With a 112-34 vote on April 10, House members showed a “super majority” that could override a potential veto from Gov. Paul LePage. (Last year, Page vetoed a similar bill.)
The retail measure would levy a 10-percent sales tax and a $335-per-pound excise tax on cannabis products.
Compared to state lawmakers’ attempts to regulate cannabis sales in a 2017 bill, this new legislation takes a more conservative approach to building a marketplace in Maine.
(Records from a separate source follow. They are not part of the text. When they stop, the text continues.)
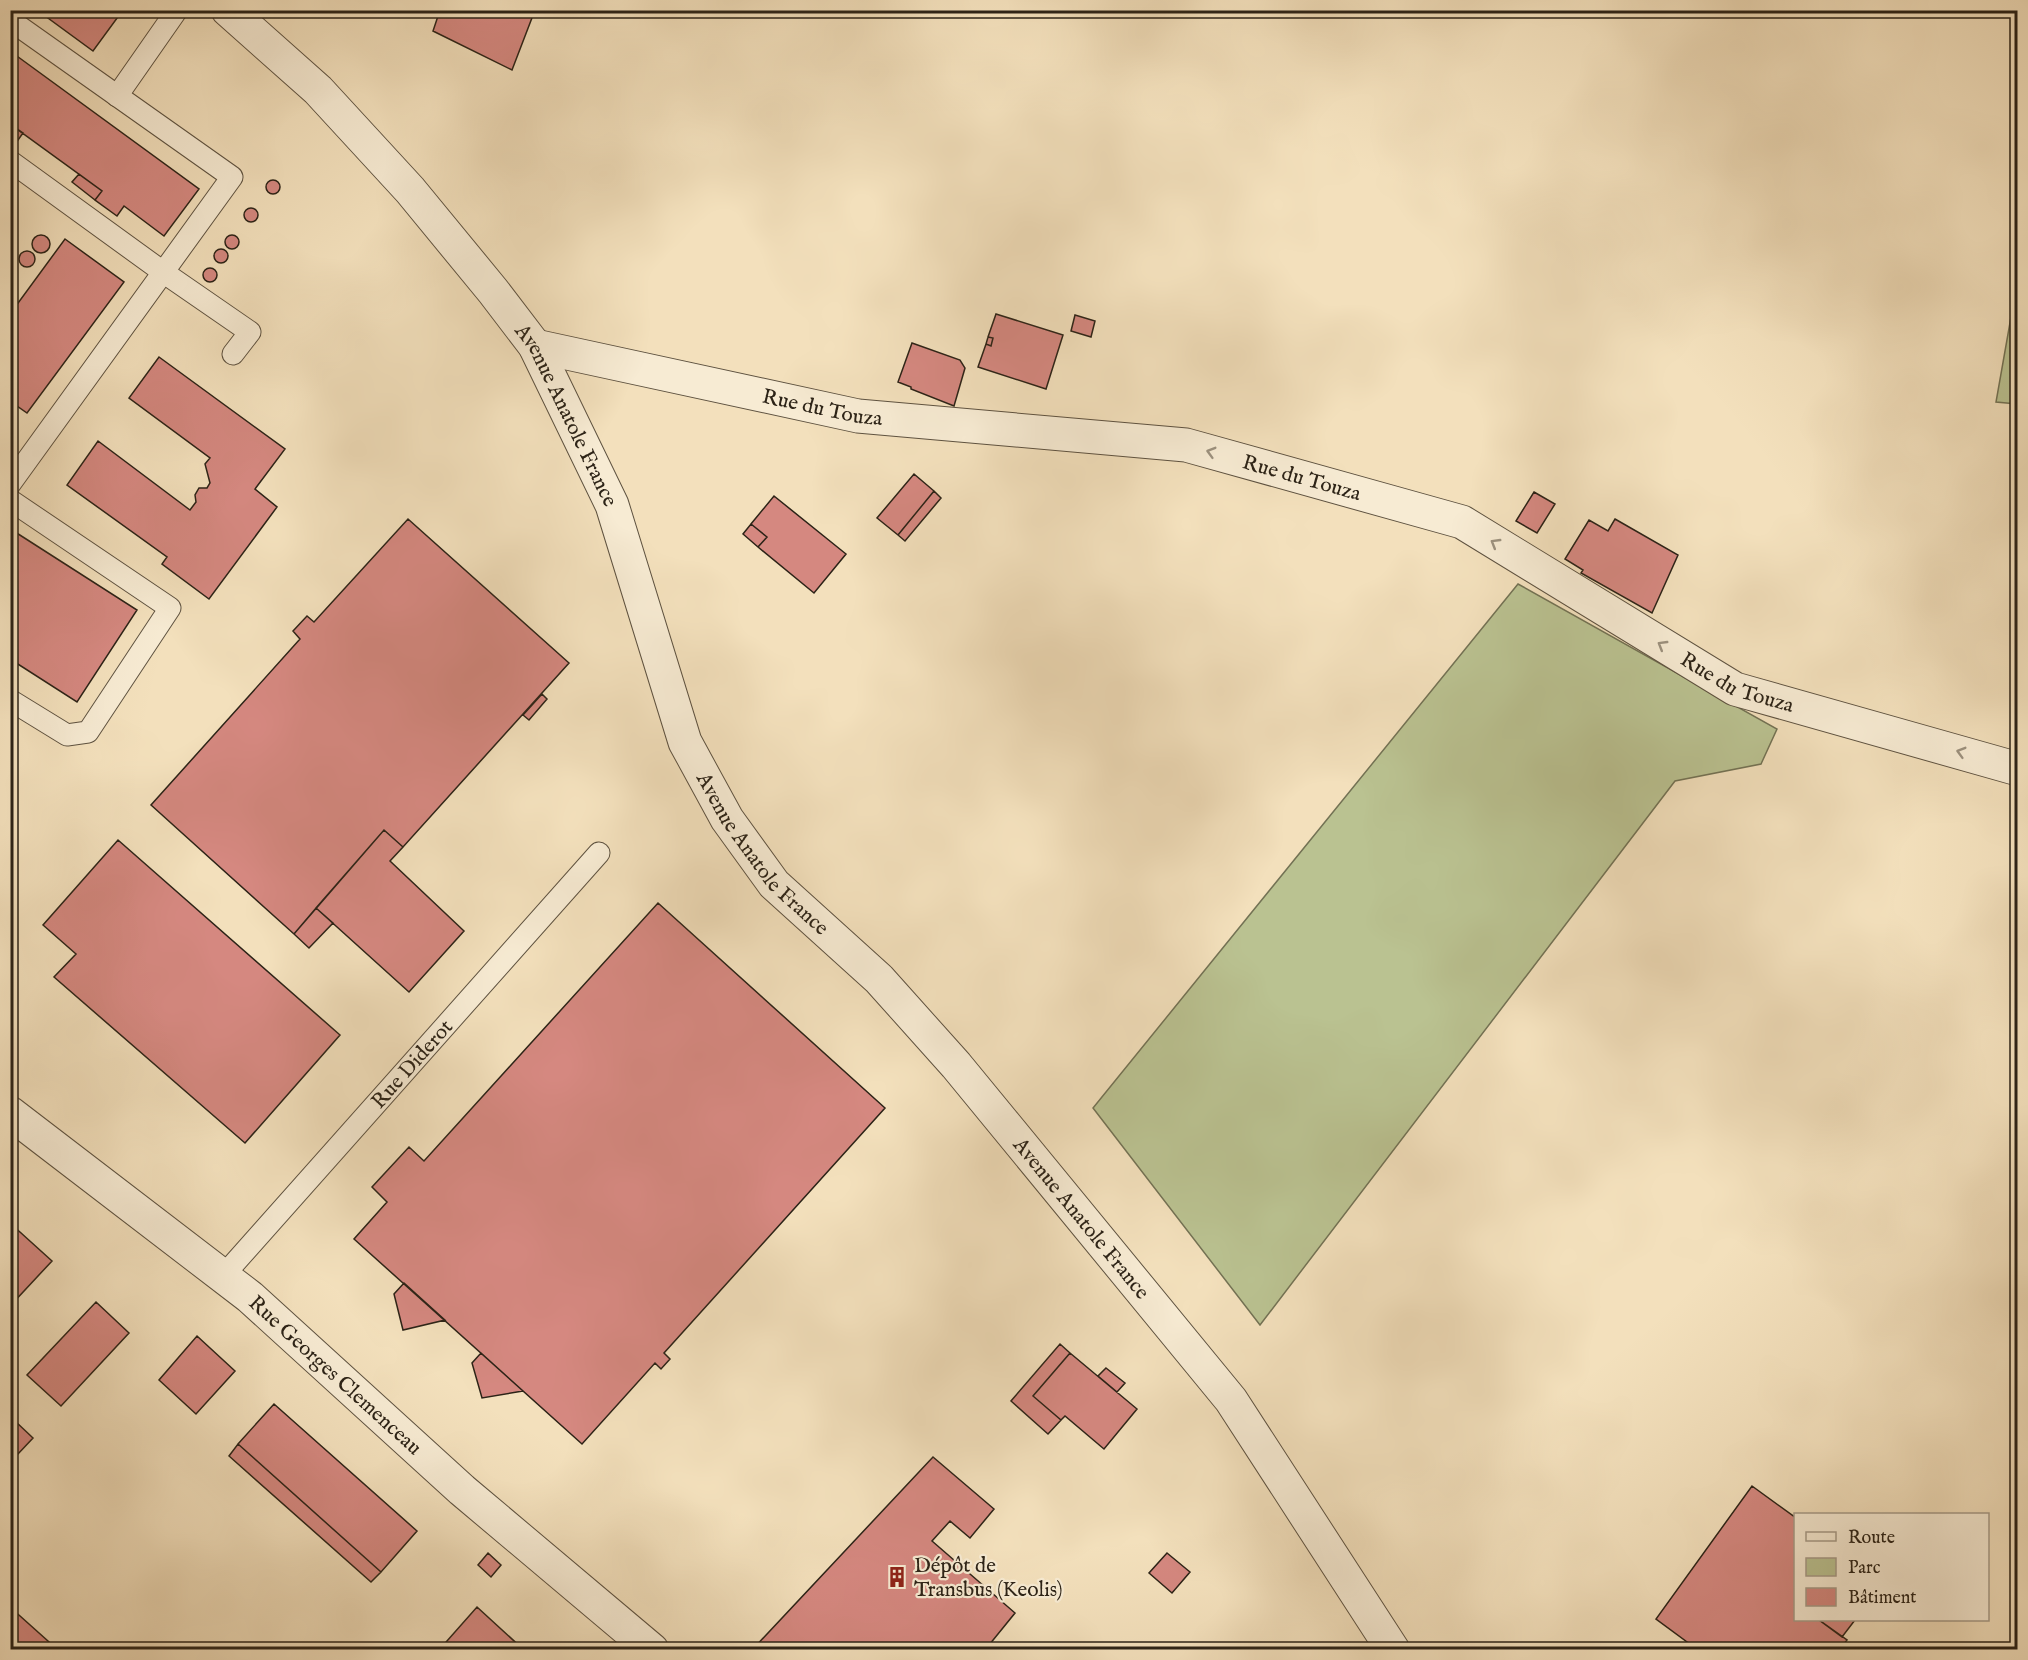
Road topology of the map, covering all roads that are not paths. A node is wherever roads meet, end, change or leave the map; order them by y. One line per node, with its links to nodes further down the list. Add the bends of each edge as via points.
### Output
1 (177, 10): 4 (lane)
2 (228, 10): 7 (street, Avenue Anatole France, via 318,90 411,190)
3 (10, 20): 4 (lane)
4 (117, 96): 6 (lane, via 232,177)
5 (10, 161): 6 (lane)
6 (163, 272): 8 (lane, via 250,332); 9 (lane)
7 (535, 346): 12 (street, Rue du Touza, one-way to 7, via 1735,689 1462,522 1186,446 858,416); 17 (street, Avenue Anatole France, via 612,505 685,742 727,819 774,884 879,979 956,1065 1232,1400)
8 (233, 354)
9 (10, 484)
10 (10, 500): 11 (lane, via 170,608 88,732 67,735)
11 (10, 700)
12 (2018, 769)
13 (599, 853): 15 (lane, Rue Diderot)
14 (10, 1113): 15 (street, Rue Georges Clemenceau)
15 (223, 1276): 16 (street, Rue Georges Clemenceau, via 462,1490)
16 (652, 1650)
17 (1393, 1650)

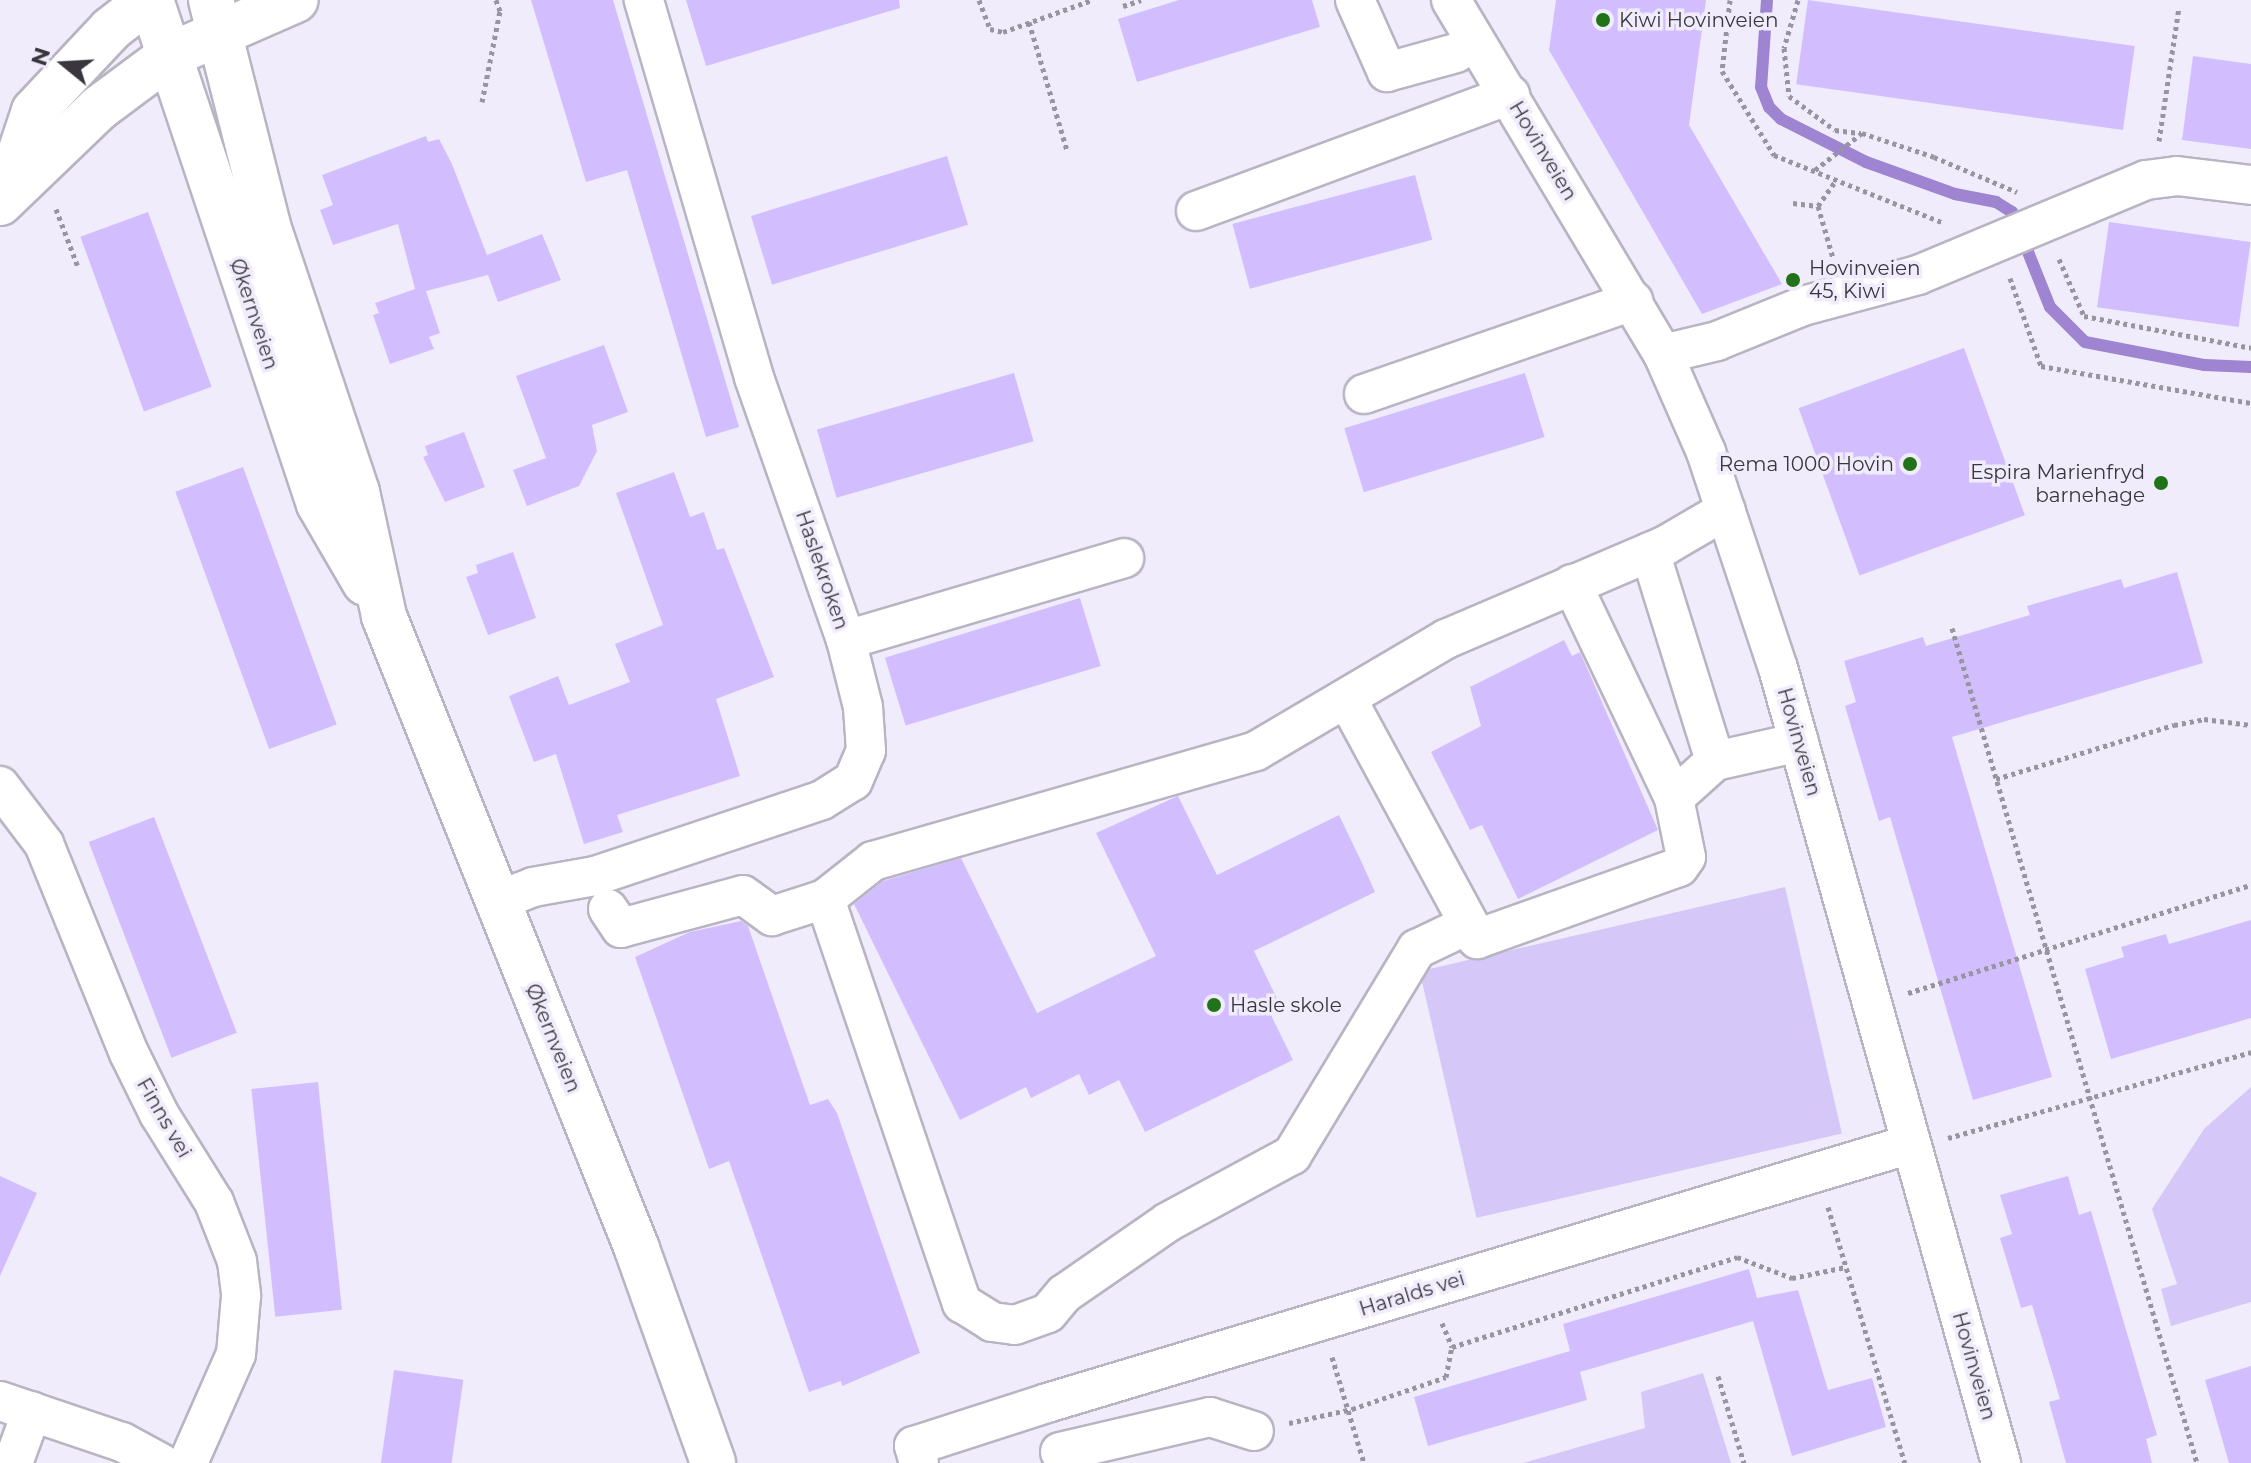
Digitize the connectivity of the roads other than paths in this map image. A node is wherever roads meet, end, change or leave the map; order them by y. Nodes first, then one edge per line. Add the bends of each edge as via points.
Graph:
1 (150, 0) edge
2 (296, 0) edge
3 (644, 0) edge
4 (1355, 0) edge
5 (1451, 0) edge
6 (1480, 0) edge
7 (215, 16) edge
8 (170, 55) junction
9 (1486, 71) junction
10 (2251, 185) edge
11 (2, 201) edge
12 (1196, 211) dead end
13 (1633, 301) junction
14 (1663, 354) junction
15 (1364, 394) dead end
16 (1726, 510) junction
17 (1650, 552) junction
18 (1124, 558) dead end
19 (1572, 584) junction
20 (384, 616) junction
21 (846, 640) junction
22 (1348, 701) junction
23 (1799, 742) junction
24 (1715, 761) junction
25 (0, 786) edge
26 (1674, 798) junction
27 (825, 899) junction
28 (497, 901) junction
29 (608, 909) dead end
30 (1467, 925) junction
31 (1927, 1142) junction
32 (1047, 1403) junction
33 (16, 1406) edge
34 (1254, 1431) road end
35 (917, 1455) edge
36 (1062, 1458) edge
37 (13, 1463) edge
38 (161, 1463) edge
39 (188, 1463) edge
40 (713, 1463) edge
41 (2001, 1463) edge

1 - 8 main road, Økernveien
1 - 11 main road via 111,29 34,111
2 - 7 main road
3 - 21 street, Haslekroken via 754,377
4 - 9 street via 1387,72
5 - 9 street, Hovinveien
6 - 9 street, Hovinveien
7 - 8 main road
7 - 20 main road, Økernveien via 268,226 357,492
8 - 11 main road via 99,108
8 - 20 main road, Økernveien via 319,504
9 - 12 street
9 - 13 street, Hovinveien
10 - 14 street via 2177,176 2153,179 1918,275 1798,293 1717,341
13 - 14 street, Hovinveien
13 - 15 street
14 - 16 street, Hovinveien
16 - 17 street
16 - 23 street, Hovinveien
17 - 19 street
17 - 24 street
18 - 21 street
19 - 22 street via 1446,639
19 - 26 street
20 - 28 main road, Økernveien
21 - 28 street, Haslekroken via 866,731 866,751 853,781 822,800
22 - 27 street via 1256,751 873,861
22 - 30 street
23 - 24 street
23 - 31 street, Hovinveien
24 - 26 street
25 - 39 street, Finns vei via 44,844 129,1053 159,1114 214,1202 237,1261 241,1296 236,1354
26 - 30 street via 1686,857 1679,867 1489,939 1477,939
27 - 29 street via 772,916 743,895 621,928
27 - 30 street via 962,1303 992,1322 1015,1325 1048,1313 1064,1294 1168,1222 1292,1155 1417,949
28 - 40 main road, Økernveien via 637,1249
31 - 32 street, Haralds vei
31 - 41 street, Hovinveien
32 - 35 street, Haralds vei
32 - 36 street
33 - 37 street
33 - 38 street via 122,1442
34 - 36 street via 1210,1417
In HP 1199, the legal language drops a provision for “social club” licensing and decreases home-grow allowances from six plants to three. (Both of those changes contradicted original language in 2016’s Question 1, which voters had approved.)
“Those are the things that give us the biggest heartburn,” David Boyer, Maine political director for Marijuana Policy Project, tells Cannabis Business Times.
The wide vote margin does bear out a broader support base for this regulatory frame work, however. Even known opponents were onboard.
“I did not support legalizing marijuana,” Assistant House Minority Leader Ellie Espling told the Portland Press Herald. “What we have before us today is what I think is a much better bill. I need this to be as strict and as stringent as possible. I need real protection in this for my family. I think Mainers are asking for that… As long as it’s determined to be legal, I think we need it to be as strict as possible to protect our families.
“There are things in the bill that we liked, and there are things in the bill that we didn’t like,” Boyer says. “Ultimately, we’re glad that the legislature has taken steps to move toward a regulated marketplace here in Maine.”
The bill now heads to the Maine Senate.
The governor, for his part, is term-limited and ineligible to run for re-election this fall.